[Start of section]

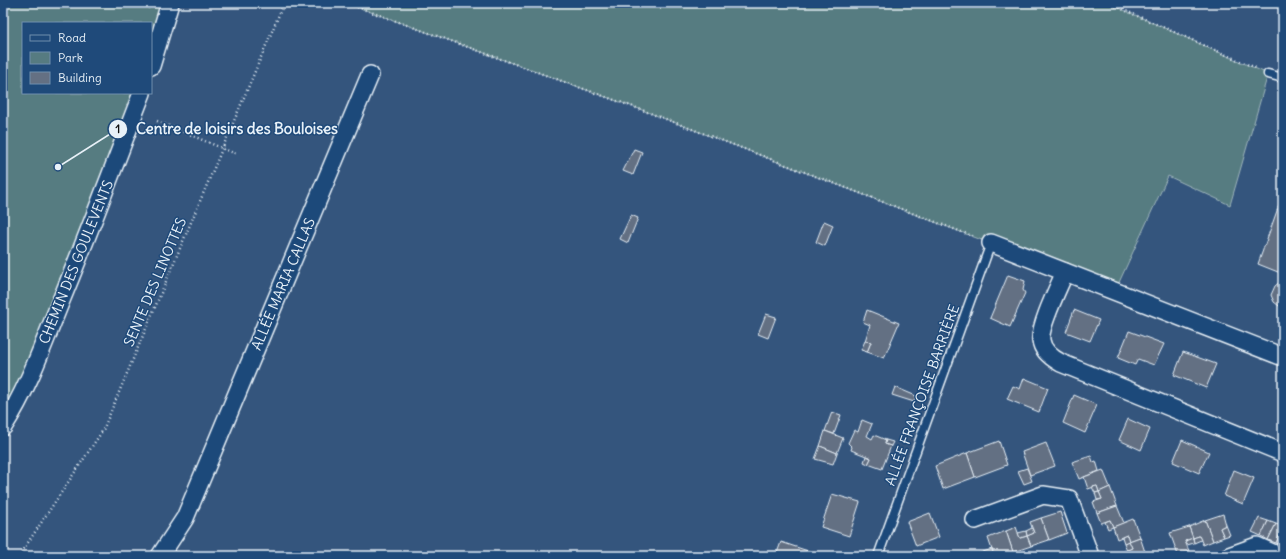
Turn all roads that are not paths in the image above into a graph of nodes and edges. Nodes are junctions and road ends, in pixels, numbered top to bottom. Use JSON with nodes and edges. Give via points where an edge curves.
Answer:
{"nodes":[{"id":1,"x":170,"y":3,"type":"edge"},
{"id":2,"x":152,"y":63,"type":"edge"},
{"id":3,"x":1268,"y":74,"type":"road end"},
{"id":4,"x":370,"y":75,"type":"dead end"},
{"id":5,"x":1283,"y":78,"type":"edge"},
{"id":6,"x":142,"y":94,"type":"edge"},
{"id":7,"x":991,"y":243,"type":"joint"},
{"id":8,"x":1065,"y":272,"type":"junction"},
{"id":9,"x":1283,"y":357,"type":"edge"},
{"id":10,"x":3,"y":427,"type":"edge"},
{"id":11,"x":1283,"y":453,"type":"edge"},
{"id":12,"x":975,"y":520,"type":"dead end"},
{"id":13,"x":160,"y":556,"type":"edge"},
{"id":14,"x":878,"y":556,"type":"edge"},
{"id":15,"x":1090,"y":556,"type":"edge"},
{"id":16,"x":1229,"y":556,"type":"edge"},
{"id":17,"x":1279,"y":556,"type":"edge"}],
"edges":[{"from":1,"to":2,"type":"street"},
{"from":3,"to":5,"type":"lane"},
{"from":4,"to":13,"type":"street","name":"ALLÉE MARIA CALLAS","via":[[196,493],[185,518]]},
{"from":6,"to":10,"type":"street","name":"CHEMIN DES GOULEVENTS","via":[[31,376],[18,404]]},
{"from":7,"to":8,"type":"street"},
{"from":7,"to":14,"type":"lane","name":"ALLÉE FRANÇOISE BARRIÈRE"},
{"from":8,"to":9,"type":"street"},
{"from":8,"to":11,"type":"street","via":[[1040,339],[1042,346],[1053,358]]},
{"from":12,"to":15,"type":"street","via":[[1043,495],[1069,500]]},
{"from":16,"to":17,"type":"street","via":[[1257,546]]}]}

[End of section]

Retype every entry above exactly, leaving out the pictures.

> **Exercise response**:
Turn all roads that are not paths in the image above into a graph of nodes and edges. Nodes are junctions and road ends, in pixels, numbered top to bottom. Use JSON with nodes and edges. Give via points where an edge curves.
Answer:
{"nodes":[{"id":1,"x":170,"y":3,"type":"edge"},
{"id":2,"x":152,"y":63,"type":"edge"},
{"id":3,"x":1268,"y":74,"type":"road end"},
{"id":4,"x":370,"y":75,"type":"dead end"},
{"id":5,"x":1283,"y":78,"type":"edge"},
{"id":6,"x":142,"y":94,"type":"edge"},
{"id":7,"x":991,"y":243,"type":"joint"},
{"id":8,"x":1065,"y":272,"type":"junction"},
{"id":9,"x":1283,"y":357,"type":"edge"},
{"id":10,"x":3,"y":427,"type":"edge"},
{"id":11,"x":1283,"y":453,"type":"edge"},
{"id":12,"x":975,"y":520,"type":"dead end"},
{"id":13,"x":160,"y":556,"type":"edge"},
{"id":14,"x":878,"y":556,"type":"edge"},
{"id":15,"x":1090,"y":556,"type":"edge"},
{"id":16,"x":1229,"y":556,"type":"edge"},
{"id":17,"x":1279,"y":556,"type":"edge"}],
"edges":[{"from":1,"to":2,"type":"street"},
{"from":3,"to":5,"type":"lane"},
{"from":4,"to":13,"type":"street","name":"ALLÉE MARIA CALLAS","via":[[196,493],[185,518]]},
{"from":6,"to":10,"type":"street","name":"CHEMIN DES GOULEVENTS","via":[[31,376],[18,404]]},
{"from":7,"to":8,"type":"street"},
{"from":7,"to":14,"type":"lane","name":"ALLÉE FRANÇOISE BARRIÈRE"},
{"from":8,"to":9,"type":"street"},
{"from":8,"to":11,"type":"street","via":[[1040,339],[1042,346],[1053,358]]},
{"from":12,"to":15,"type":"street","via":[[1043,495],[1069,500]]},
{"from":16,"to":17,"type":"street","via":[[1257,546]]}]}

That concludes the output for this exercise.